Arsenal’in eski başkan yardımcısı David Dein gelinen noktayı şöyle özetliyor: “1983’te Arsenal yönetimine girdiğimde, takımını seven yerel işadamları vardı. Sonra milyonerler oldu… Sonra milyarderler… Şimdi de yabancı devletler!”
Peki ne değişti?
Bloomberg bu noktada şu yorumu yapıyor: “Futbol artık zenginler için bir haftasonu hobisi değil. Bir kulübü yönetmenin maliyeti artık yerel yatırımcıları aştı. Onların yerine, sadece para kazanmak için değil, aynı zamanda küresel konumlarını etkilemek için kulüp satın alan dünyanın en zengin sermaye grupları aldı.” Özetle, futbol “artık zenginlerin değil, gelip masaya koyan ve onlardan daha zenginlerin oyunu…”
24 yılda 256 kat kazandı!
Şeker tüccarı David Dein, Arsenal’in yüzde 16.6 hissesini 292 bin sterline aldığında yıl 1983’tü. Kulüp başkanı Peter Hill-Wood o zaman ona “Deli” demişti. Dein, 2007’de elindeki hisselerin yüzde 14.58’ini Rus oligark Alisher Usmanov’a 75 milyon sterline sattı!

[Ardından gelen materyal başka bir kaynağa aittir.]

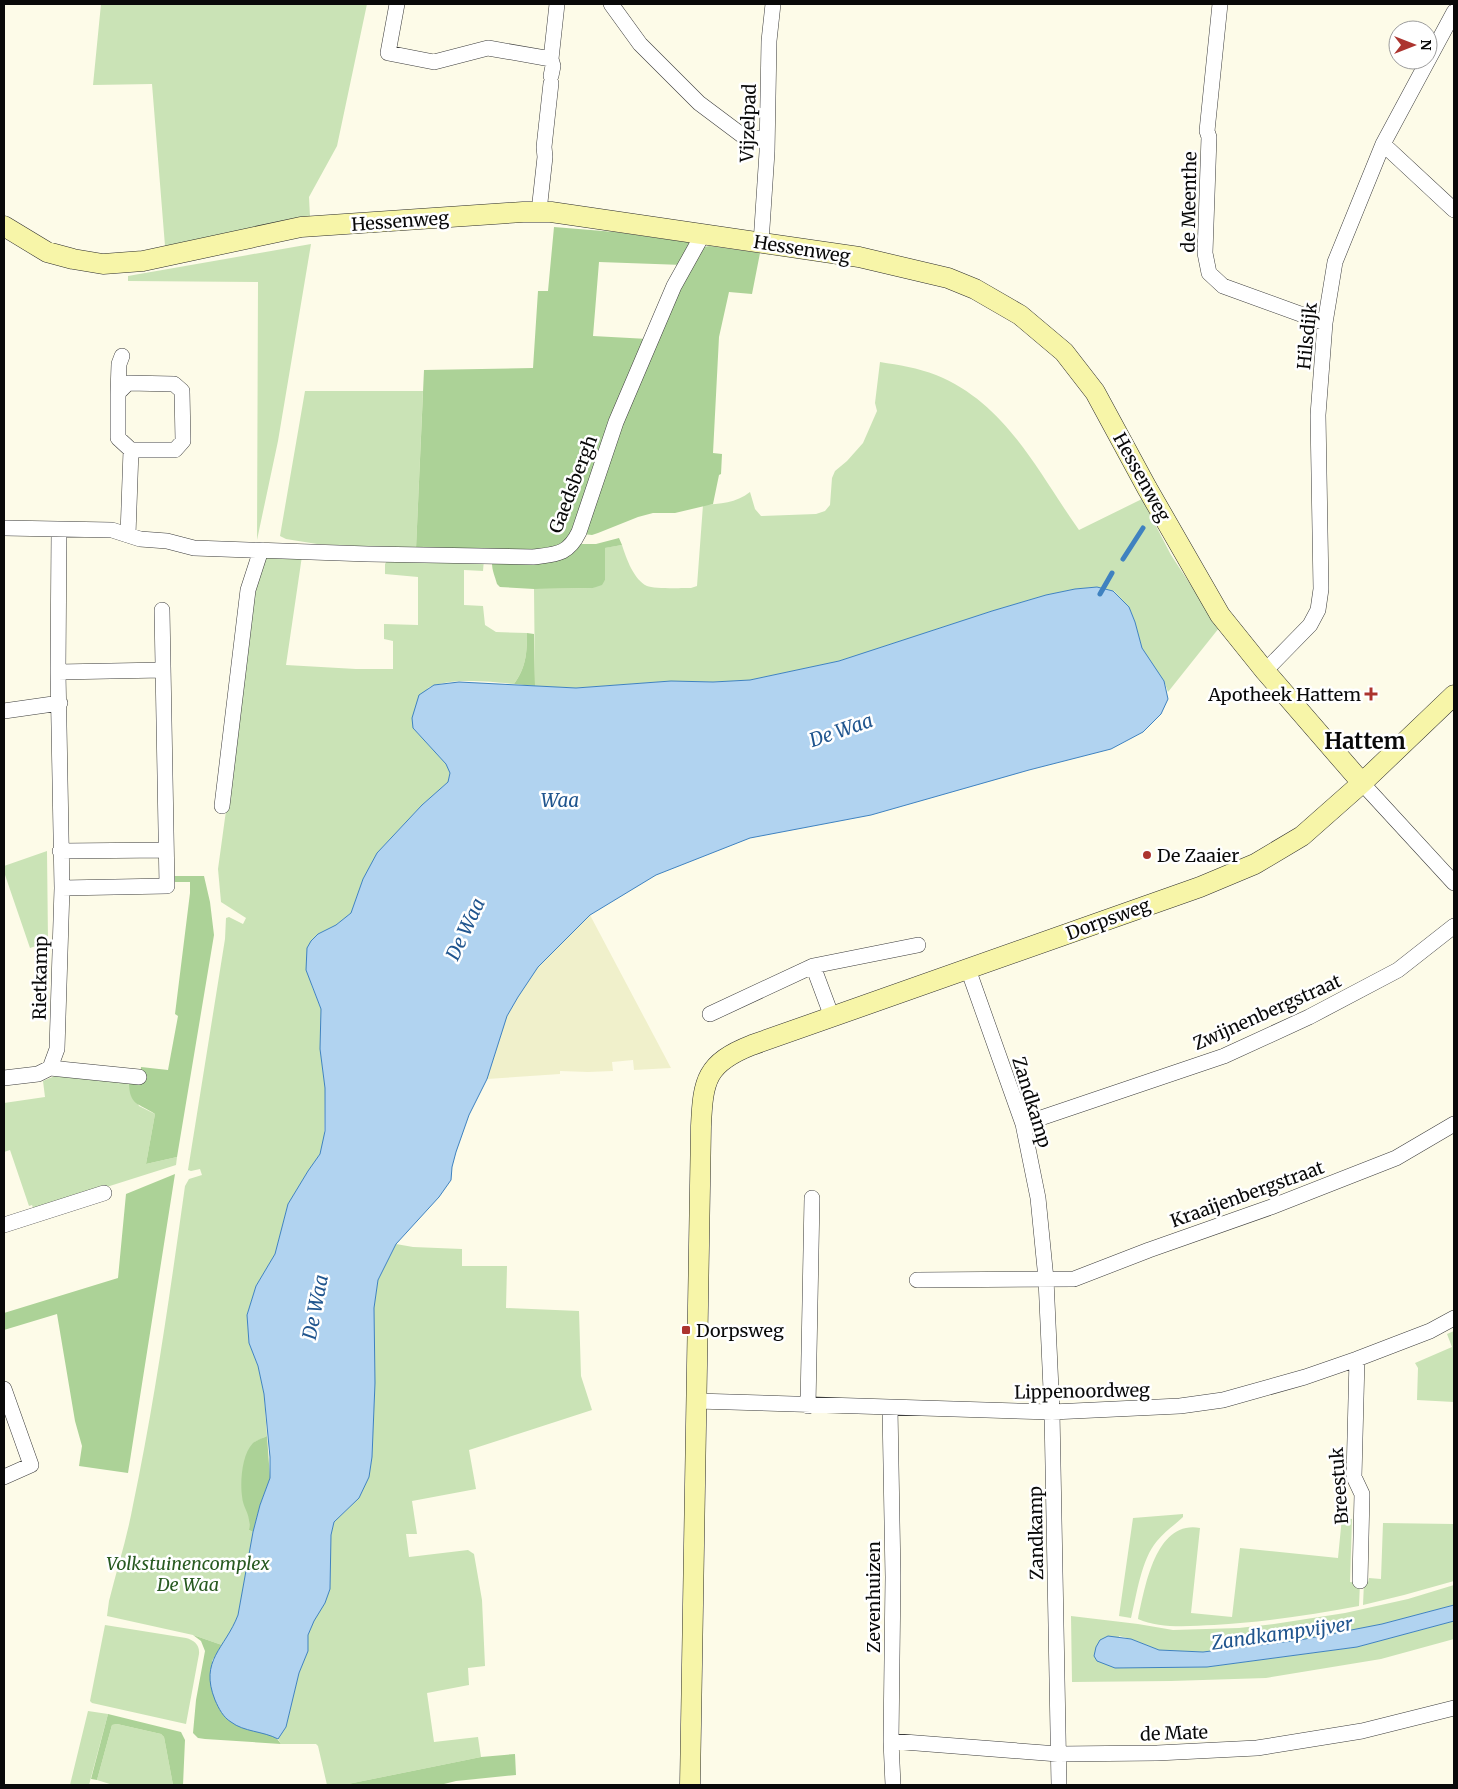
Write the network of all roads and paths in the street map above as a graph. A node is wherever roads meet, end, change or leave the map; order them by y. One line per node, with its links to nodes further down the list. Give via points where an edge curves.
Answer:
1 (397, 4): 7 (street, via 388,53 434,62 488,48)
2 (557, 4): 7 (street)
3 (611, 4): 8 (street, via 640,44 699,103 743,136)
4 (772, 4): 8 (street, Vijzelpad)
5 (1220, 4): 15 (street, de Meenthe, via 1206,131 1209,137 1205,253 1209,273 1223,286)
6 (1454, 12): 9 (street, Hilsdijk)
7 (551, 58): 11 (street, via 553,66)
8 (767, 138): 14 (street, Vijzelpad)
9 (1383, 144): 10 (street); 15 (street, Hilsdijk, via 1335,262)
10 (1454, 210)
11 (539, 211): 12 (main road, Hessenweg, via 301,228 142,261 103,264 47,252); 13 (main road, Hessenweg)
12 (4, 226)
13 (703, 234): 14 (main road, Hessenweg); 22 (street, Gaedsbergh, via 674,286 620,413 579,532 563,552 533,556)
14 (761, 242): 25 (main road, Hessenweg, via 859,257 948,278 975,289 1020,315 1064,352 1095,392 1220,616)
15 (1325, 323): 25 (street, Hilsdijk, via 1318,415 1321,589 1318,610 1310,625)
16 (122, 356): 17 (street, via 118,364)
17 (118, 392): 18 (street, via 118,438); 18 (street, via 128,384 174,384 182,391 183,441 175,450)
18 (130, 450): 21 (street)
19 (4, 528): 20 (street, Gaedsbergh)
20 (59, 530): 21 (street, Gaedsbergh, via 112,530); 26 (street, Rietkamp)
21 (128, 535): 22 (street, Gaedsbergh, via 194,548)
22 (261, 550): 31 (street, via 248,590)
23 (162, 610): 24 (street)
24 (163, 670): 26 (street); 32 (street)
25 (1265, 671): 30 (main road, Hessenweg)
26 (58, 672): 28 (street, Rietkamp)
27 (1454, 695): 30 (main road, Dorpsweg)
28 (60, 703): 29 (street); 33 (street, Rietkamp)
29 (4, 711)
30 (1362, 783): 34 (street); 39 (main road, Dorpsweg, via 1302,836 1254,864 1200,887)
31 (222, 806)
32 (166, 850): 33 (street); 35 (street, via 166,886)
33 (60, 851): 35 (street, Rietkamp)
34 (1454, 883)
35 (62, 888): 42 (street, Rietkamp, via 57,1048)
36 (1454, 926): 45 (street, Zwijnenbergstraat, via 1398,970 1309,1017 1224,1056)
37 (918, 945): 38 (street)
38 (813, 966): 40 (street); 41 (street)
39 (968, 969): 41 (main road, Dorpsweg); 45 (street, Zandkamp)
40 (710, 1014)
41 (832, 1017): 55 (main road, Dorpsweg, via 733,1054 716,1066 705,1085 701,1126)
42 (50, 1068): 43 (street); 44 (street, via 38,1074)
43 (139, 1077)
44 (4, 1078)
45 (1023, 1124): 50 (street, Zandkamp, via 1038,1198)
46 (1454, 1124): 50 (street, Kraaijenbergstraat, via 1396,1158 1271,1207 1074,1279)
47 (104, 1193): 49 (street)
48 (812, 1198): 56 (street)
49 (4, 1226)
50 (1046, 1279): 51 (street); 58 (street, Zandkamp)
51 (917, 1280)
52 (1454, 1318): 53 (street, Lippenoordweg, via 1430,1331)
53 (1357, 1359): 58 (street, Lippenoordweg, via 1224,1400 1180,1406); 60 (street, Breestuk, via 1354,1477 1362,1494)
54 (4, 1389): 59 (street, via 31,1466)
55 (696, 1401): 56 (street, Lippenoordweg); 64 (main road, Dorpsweg)
56 (808, 1406): 57 (street, Lippenoordweg)
57 (890, 1408): 58 (street, Lippenoordweg); 62 (street, Zevenhuizen)
58 (1052, 1412): 63 (street, Zandkamp)
59 (4, 1477)
60 (1360, 1581)
61 (1454, 1708): 63 (street, de Mate, via 1362,1731 1257,1748)
62 (891, 1741): 63 (street, de Mate); 65 (street, Zevenhuizen)
63 (1058, 1754): 66 (street, Zandkamp)
64 (690, 1785)
65 (893, 1785)
66 (1060, 1785)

Avrupa futboluna en çok ABD’li zenginler talip oldu
Bugün futbol kulüplerine, yerel işadamları kadar yabancı yatırımcıların da sahibi. ABD'den yatırım firmaları ve yüksek gelirli kişiler, son yıllarda futbol kulüplerinin en büyük alıcıları oldular ve 2005'te 98 takımdan sadece ikisine kıyasla şu anda Avrupa'nın en iyi takımlarının beşte birine yakınına sahipler. 5 ligin 4’ünün birinci liginde 20’şer takım var. Sadece Bundesliga’da 19 takım bulunuyor. İşte toplam 98 takımla ilgili rakamlar:
● 2004-05 sezonu: 93 takımın sahibi yerel işadamları. 2’si ABD’lilerin, 2’si Asyalıların, 1’i de bir Avrupalının.
● 2014-15 sezonu: 78 takımın sahibi yerel işadamları. 6’sı ABD’lilerin, 3’ü Suudilerin, 2’si Asyalıların, 3’ü Avrupalıların… (6’sı konsorsiyum)

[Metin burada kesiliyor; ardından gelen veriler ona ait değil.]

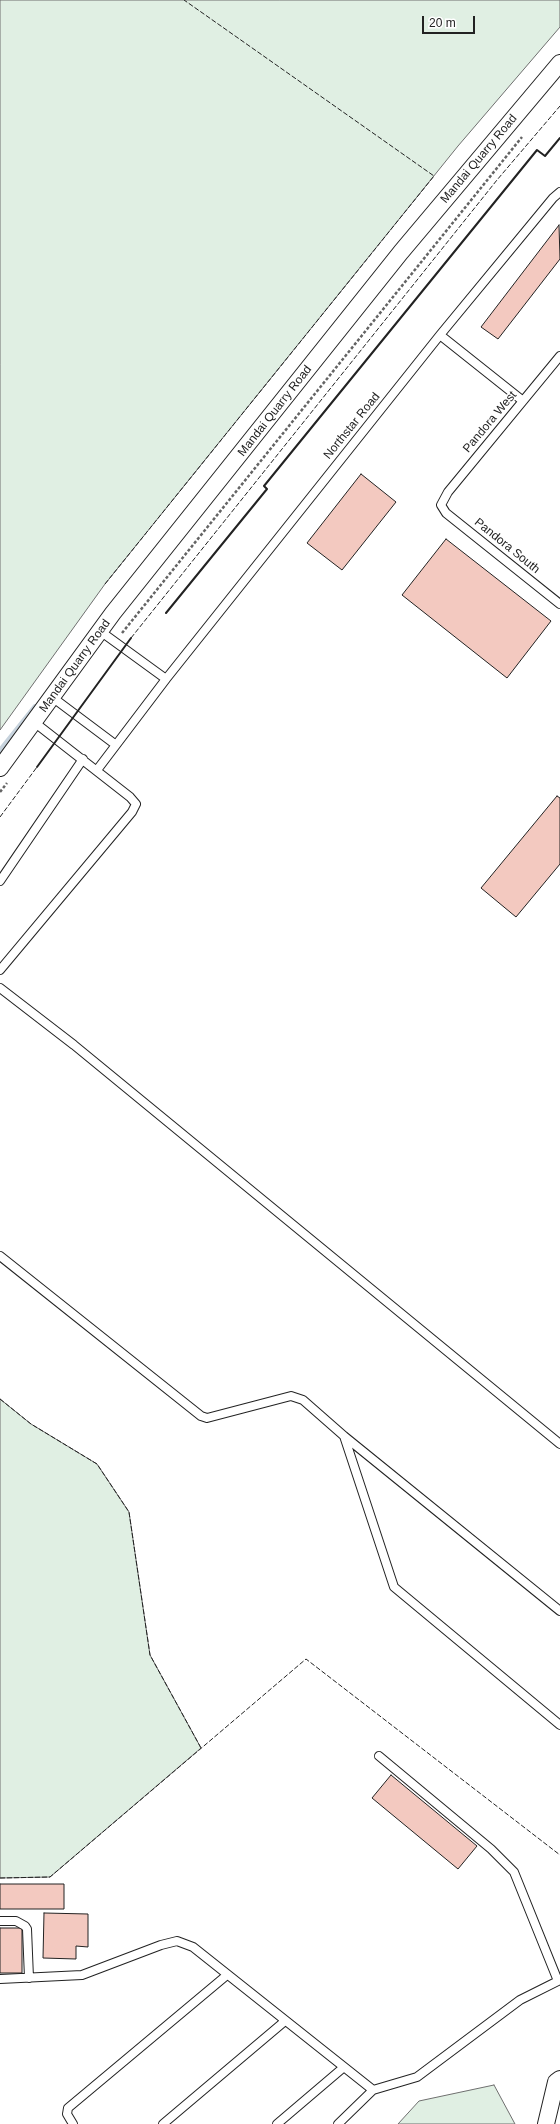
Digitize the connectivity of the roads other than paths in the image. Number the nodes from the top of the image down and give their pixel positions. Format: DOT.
graph roads {
  1 [pos="560,62"];
  2 [pos="560,192"];
  3 [pos="440,335"];
  4 [pos="560,356"];
  5 [pos="523,401"];
  6 [pos="442,505"];
  7 [pos="560,604"];
  8 [pos="100,631"];
  9 [pos="166,679"];
  10 [pos="52,697"];
  11 [pos="34,722"];
  12 [pos="116,745"];
  13 [pos="83,759"];
  14 [pos="97,770"];
  15 [pos="5,774"];
  16 [pos="0,881"];
  17 [pos="0,970"];
  18 [pos="0,988"];
  19 [pos="0,1256"];
  20 [pos="344,1436"];
  21 [pos="560,1444"];
  22 [pos="560,1611"];
  23 [pos="560,1725"];
  24 [pos="379,1756"];
  25 [pos="0,1921"];
  26 [pos="227,1975"];
  27 [pos="29,1978"];
  28 [pos="0,1979"];
  29 [pos="559,1980"];
  30 [pos="285,2021"];
  31 [pos="344,2068"];
  32 [pos="560,2080"];
  33 [pos="373,2090"];
  34 [pos="73,2124"];
  35 [pos="163,2124"];
  36 [pos="277,2124"];
  37 [pos="338,2124"];
  38 [pos="546,2124"];
  1 -- 8 [label="street, Mandai Quarry Road"];
  2 -- 3 [label="lane, Northstar Road"];
  3 -- 5 [label="lane"];
  3 -- 9 [label="lane, Northstar Road"];
  4 -- 5 [label="lane, Pandora West"];
  5 -- 6 [label="lane, Pandora West"];
  6 -- 7 [label="lane, Pandora South"];
  8 -- 9 [label="lane"];
  8 -- 10 [label="street, Mandai Quarry Road"];
  9 -- 12 [label="lane, Northstar Road"];
  10 -- 11 [label="street, Mandai Quarry Road"];
  10 -- 12 [label="lane"];
  11 -- 13 [label="lane"];
  11 -- 15 [label="street, Mandai Quarry Road"];
  12 -- 14 [label="lane, Northstar Road"];
  13 -- 14 [label="lane"];
  13 -- 16 [label="lane"];
  14 -- 17 [label="lane"];
  18 -- 21 [label="lane"];
  19 -- 20 [label="lane"];
  20 -- 22 [label="lane"];
  20 -- 23 [label="lane"];
  24 -- 29 [label="lane"];
  25 -- 27 [label="lane"];
  26 -- 27 [label="lane"];
  26 -- 30 [label="lane"];
  26 -- 34 [label="lane"];
  27 -- 28 [label="lane"];
  29 -- 33 [label="lane"];
  30 -- 31 [label="lane"];
  30 -- 35 [label="lane"];
  31 -- 33 [label="lane"];
  31 -- 36 [label="lane"];
  32 -- 38 [label="street"];
  33 -- 37 [label="lane"];
}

● 2022-23 sezonu: 56 takımın sahibi yerel işadamları. 17’si ABD’lilerin, 6’sı Suudilerin, 6’sı Asyalıların, 7’si Avrupalıların… (6’sı konsorsiyum)

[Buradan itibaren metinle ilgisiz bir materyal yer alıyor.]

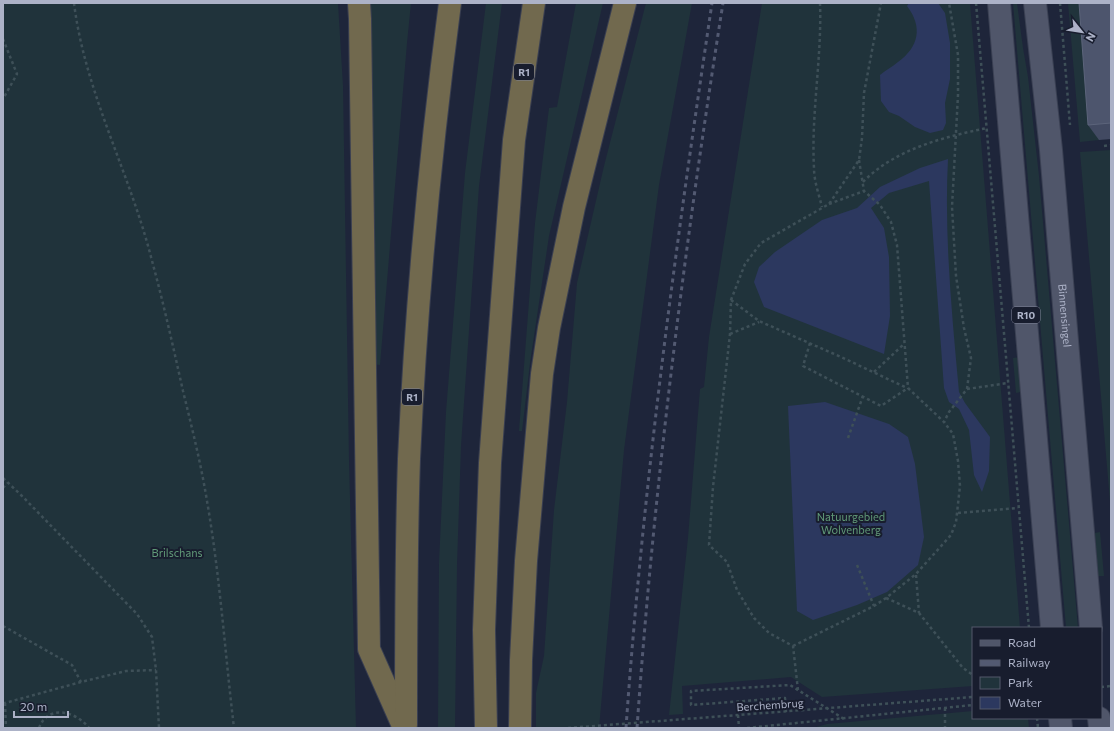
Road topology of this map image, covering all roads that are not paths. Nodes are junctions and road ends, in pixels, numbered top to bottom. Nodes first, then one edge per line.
1 (359, 3) edge
2 (450, 3) edge
3 (534, 3) edge
4 (625, 3) edge
5 (999, 3) edge
6 (1035, 3) edge
7 (1052, 627) edge
8 (1091, 627) edge
9 (405, 728) edge
10 (486, 728) edge
11 (520, 728) edge

1 - 9 highway
2 - 9 highway, R1
3 - 10 highway, R1
4 - 11 highway
5 - 7 main road, R10
6 - 8 main road, Binnensingel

“Aile şirketini futbol için kaybedemem”
emier Lig’deki yabancı yatırım gücünün en büyük temsilcisi Roman Abramoviç’tir. Rus oligark, Chelsea’yı 2003’te 140 milyon sterline aldı, Ukrayna Savaşı yüzünden takım elinden alınana kadar transferlere de 1 milyar dolar harcadı. Abramoviç, Chelsea’yi aldığında Newcastle’ın başında yerel gayrimenkul yatırımcısı John Hall vardı. Hall birkaç yıl içinde takımı ABD’li perakendeci Mike Ashley’e sattı. Satış nedeni olarak da “Abramoviç’le rekabet edemem. Aile işletmemi futbol için heba edemem. Futbol artık milyarderlerin işi” demişti.